[The data]
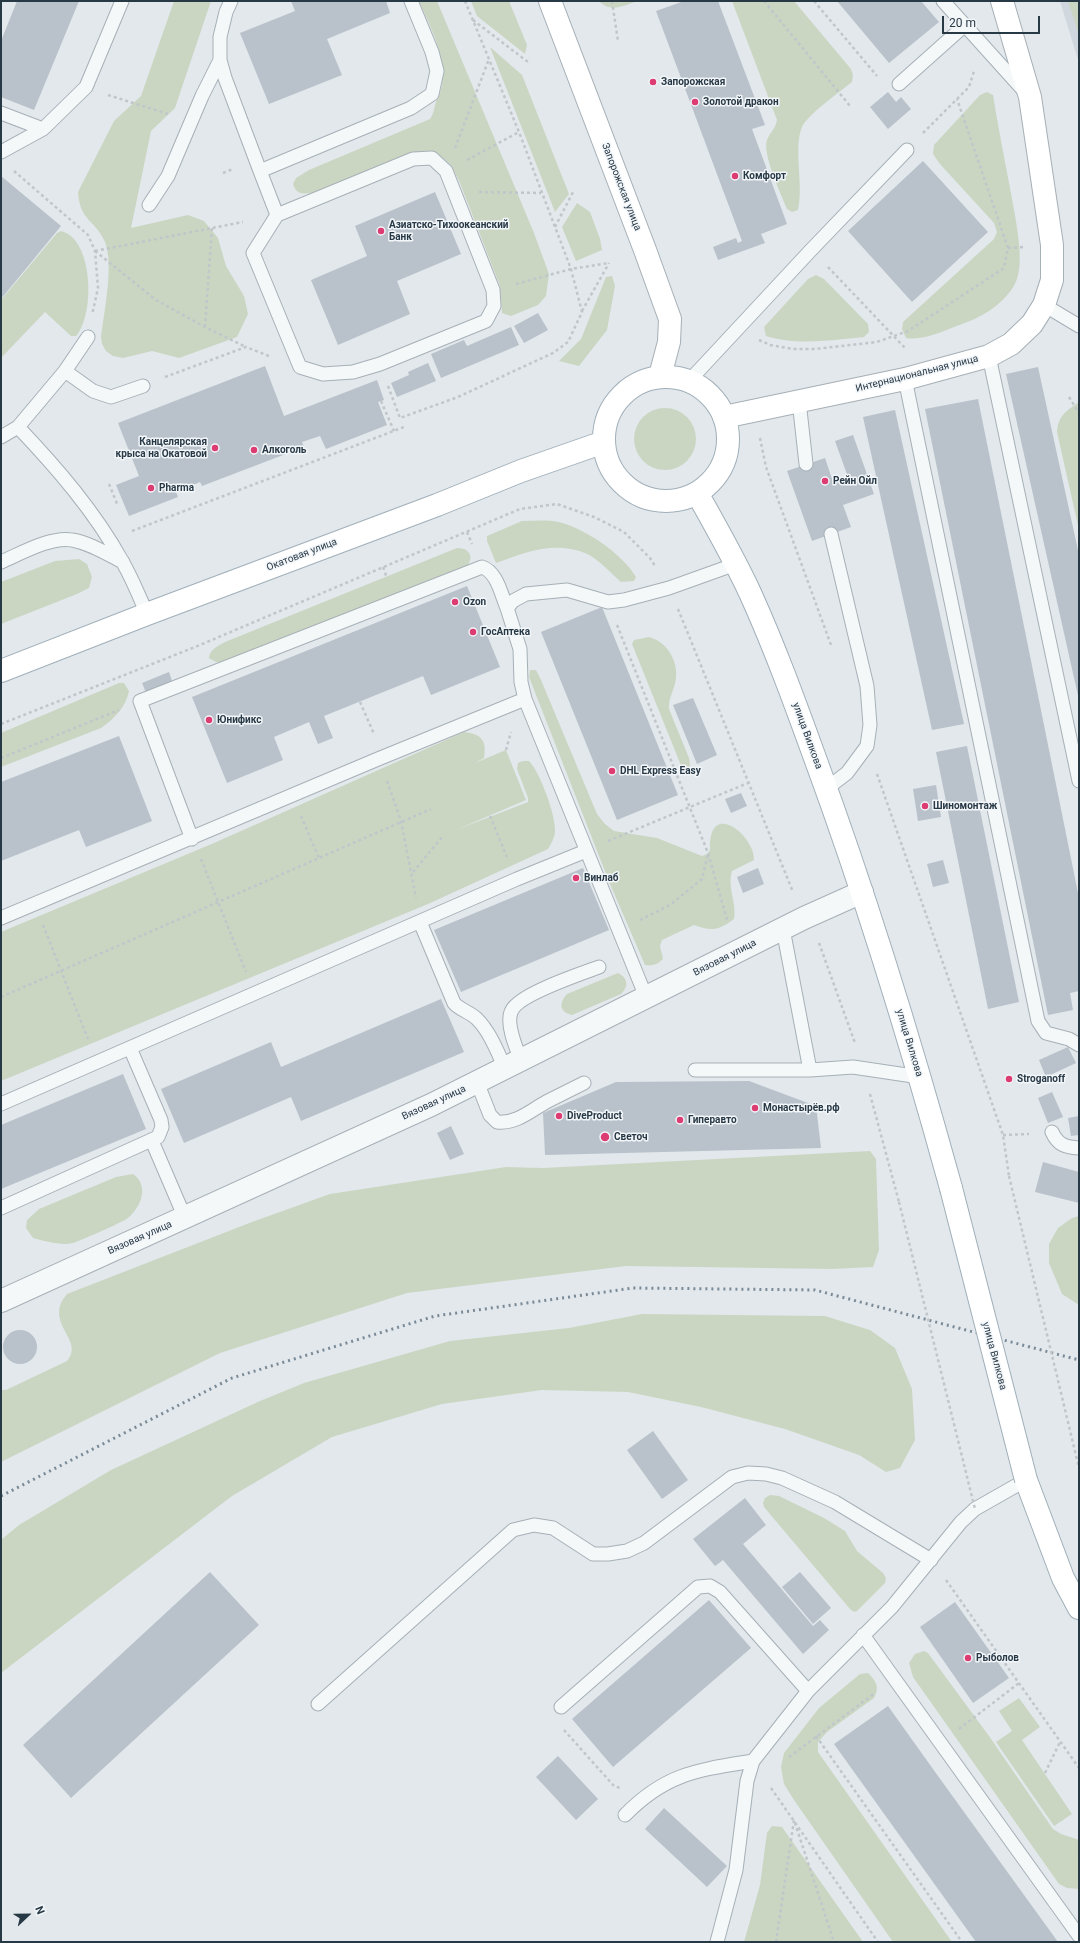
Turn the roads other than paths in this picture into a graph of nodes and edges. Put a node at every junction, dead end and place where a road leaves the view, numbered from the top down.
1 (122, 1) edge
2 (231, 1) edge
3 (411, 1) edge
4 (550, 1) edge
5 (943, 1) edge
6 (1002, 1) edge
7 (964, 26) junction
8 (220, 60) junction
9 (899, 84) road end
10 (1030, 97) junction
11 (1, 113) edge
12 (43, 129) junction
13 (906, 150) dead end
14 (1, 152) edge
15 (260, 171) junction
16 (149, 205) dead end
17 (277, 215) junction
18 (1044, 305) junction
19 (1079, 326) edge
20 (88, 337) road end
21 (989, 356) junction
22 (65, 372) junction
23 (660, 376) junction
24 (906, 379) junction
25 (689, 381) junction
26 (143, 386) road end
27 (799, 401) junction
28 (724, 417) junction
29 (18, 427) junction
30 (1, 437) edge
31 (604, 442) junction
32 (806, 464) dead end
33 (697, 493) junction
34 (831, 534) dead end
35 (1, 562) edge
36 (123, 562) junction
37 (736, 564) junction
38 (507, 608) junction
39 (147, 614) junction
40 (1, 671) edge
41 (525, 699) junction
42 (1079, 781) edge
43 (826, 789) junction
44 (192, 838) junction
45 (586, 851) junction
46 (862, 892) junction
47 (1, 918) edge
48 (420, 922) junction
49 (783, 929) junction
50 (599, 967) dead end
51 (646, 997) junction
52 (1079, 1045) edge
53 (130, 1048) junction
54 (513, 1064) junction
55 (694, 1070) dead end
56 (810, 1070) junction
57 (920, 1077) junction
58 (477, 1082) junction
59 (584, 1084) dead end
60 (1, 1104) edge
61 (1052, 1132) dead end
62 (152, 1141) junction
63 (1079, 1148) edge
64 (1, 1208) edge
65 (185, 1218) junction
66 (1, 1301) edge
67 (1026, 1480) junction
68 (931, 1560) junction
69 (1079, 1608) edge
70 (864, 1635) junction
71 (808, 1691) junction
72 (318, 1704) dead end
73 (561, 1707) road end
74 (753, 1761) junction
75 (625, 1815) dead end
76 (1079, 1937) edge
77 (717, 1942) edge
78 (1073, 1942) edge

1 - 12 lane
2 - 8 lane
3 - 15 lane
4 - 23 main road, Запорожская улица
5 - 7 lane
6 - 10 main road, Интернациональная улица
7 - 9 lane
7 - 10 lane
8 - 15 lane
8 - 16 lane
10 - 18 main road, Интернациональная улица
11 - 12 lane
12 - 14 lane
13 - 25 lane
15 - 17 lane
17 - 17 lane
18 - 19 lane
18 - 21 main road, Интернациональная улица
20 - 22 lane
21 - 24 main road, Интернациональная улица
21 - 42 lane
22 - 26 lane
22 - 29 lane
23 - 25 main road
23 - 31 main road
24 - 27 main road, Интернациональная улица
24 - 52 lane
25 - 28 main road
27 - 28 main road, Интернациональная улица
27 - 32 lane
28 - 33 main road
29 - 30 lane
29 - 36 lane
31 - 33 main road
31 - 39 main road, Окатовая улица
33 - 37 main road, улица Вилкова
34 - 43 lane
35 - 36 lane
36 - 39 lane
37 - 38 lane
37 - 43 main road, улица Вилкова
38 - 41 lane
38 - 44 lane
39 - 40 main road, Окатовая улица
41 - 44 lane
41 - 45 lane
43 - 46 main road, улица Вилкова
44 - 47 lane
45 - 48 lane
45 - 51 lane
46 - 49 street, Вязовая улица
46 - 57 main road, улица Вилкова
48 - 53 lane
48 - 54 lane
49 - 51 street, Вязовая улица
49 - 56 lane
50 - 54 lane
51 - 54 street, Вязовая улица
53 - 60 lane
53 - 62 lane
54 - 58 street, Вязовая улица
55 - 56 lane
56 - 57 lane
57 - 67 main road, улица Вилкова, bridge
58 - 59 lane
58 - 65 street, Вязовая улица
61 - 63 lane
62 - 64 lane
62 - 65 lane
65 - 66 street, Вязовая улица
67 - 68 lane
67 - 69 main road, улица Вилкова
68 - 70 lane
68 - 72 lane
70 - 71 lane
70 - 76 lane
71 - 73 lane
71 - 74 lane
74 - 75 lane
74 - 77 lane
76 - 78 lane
[/The data]
Return the complete material above exactly, with no picture.

• [Solution]
Turn the roads other than paths in this picture into a graph of nodes and edges. Put a node at every junction, dead end and place where a road leaves the view, numbered from the top down.
1 (122, 1) edge
2 (231, 1) edge
3 (411, 1) edge
4 (550, 1) edge
5 (943, 1) edge
6 (1002, 1) edge
7 (964, 26) junction
8 (220, 60) junction
9 (899, 84) road end
10 (1030, 97) junction
11 (1, 113) edge
12 (43, 129) junction
13 (906, 150) dead end
14 (1, 152) edge
15 (260, 171) junction
16 (149, 205) dead end
17 (277, 215) junction
18 (1044, 305) junction
19 (1079, 326) edge
20 (88, 337) road end
21 (989, 356) junction
22 (65, 372) junction
23 (660, 376) junction
24 (906, 379) junction
25 (689, 381) junction
26 (143, 386) road end
27 (799, 401) junction
28 (724, 417) junction
29 (18, 427) junction
30 (1, 437) edge
31 (604, 442) junction
32 (806, 464) dead end
33 (697, 493) junction
34 (831, 534) dead end
35 (1, 562) edge
36 (123, 562) junction
37 (736, 564) junction
38 (507, 608) junction
39 (147, 614) junction
40 (1, 671) edge
41 (525, 699) junction
42 (1079, 781) edge
43 (826, 789) junction
44 (192, 838) junction
45 (586, 851) junction
46 (862, 892) junction
47 (1, 918) edge
48 (420, 922) junction
49 (783, 929) junction
50 (599, 967) dead end
51 (646, 997) junction
52 (1079, 1045) edge
53 (130, 1048) junction
54 (513, 1064) junction
55 (694, 1070) dead end
56 (810, 1070) junction
57 (920, 1077) junction
58 (477, 1082) junction
59 (584, 1084) dead end
60 (1, 1104) edge
61 (1052, 1132) dead end
62 (152, 1141) junction
63 (1079, 1148) edge
64 (1, 1208) edge
65 (185, 1218) junction
66 (1, 1301) edge
67 (1026, 1480) junction
68 (931, 1560) junction
69 (1079, 1608) edge
70 (864, 1635) junction
71 (808, 1691) junction
72 (318, 1704) dead end
73 (561, 1707) road end
74 (753, 1761) junction
75 (625, 1815) dead end
76 (1079, 1937) edge
77 (717, 1942) edge
78 (1073, 1942) edge

1 - 12 lane
2 - 8 lane
3 - 15 lane
4 - 23 main road, Запорожская улица
5 - 7 lane
6 - 10 main road, Интернациональная улица
7 - 9 lane
7 - 10 lane
8 - 15 lane
8 - 16 lane
10 - 18 main road, Интернациональная улица
11 - 12 lane
12 - 14 lane
13 - 25 lane
15 - 17 lane
17 - 17 lane
18 - 19 lane
18 - 21 main road, Интернациональная улица
20 - 22 lane
21 - 24 main road, Интернациональная улица
21 - 42 lane
22 - 26 lane
22 - 29 lane
23 - 25 main road
23 - 31 main road
24 - 27 main road, Интернациональная улица
24 - 52 lane
25 - 28 main road
27 - 28 main road, Интернациональная улица
27 - 32 lane
28 - 33 main road
29 - 30 lane
29 - 36 lane
31 - 33 main road
31 - 39 main road, Окатовая улица
33 - 37 main road, улица Вилкова
34 - 43 lane
35 - 36 lane
36 - 39 lane
37 - 38 lane
37 - 43 main road, улица Вилкова
38 - 41 lane
38 - 44 lane
39 - 40 main road, Окатовая улица
41 - 44 lane
41 - 45 lane
43 - 46 main road, улица Вилкова
44 - 47 lane
45 - 48 lane
45 - 51 lane
46 - 49 street, Вязовая улица
46 - 57 main road, улица Вилкова
48 - 53 lane
48 - 54 lane
49 - 51 street, Вязовая улица
49 - 56 lane
50 - 54 lane
51 - 54 street, Вязовая улица
53 - 60 lane
53 - 62 lane
54 - 58 street, Вязовая улица
55 - 56 lane
56 - 57 lane
57 - 67 main road, улица Вилкова, bridge
58 - 59 lane
58 - 65 street, Вязовая улица
61 - 63 lane
62 - 64 lane
62 - 65 lane
65 - 66 street, Вязовая улица
67 - 68 lane
67 - 69 main road, улица Вилкова
68 - 70 lane
68 - 72 lane
70 - 71 lane
70 - 76 lane
71 - 73 lane
71 - 74 lane
74 - 75 lane
74 - 77 lane
76 - 78 lane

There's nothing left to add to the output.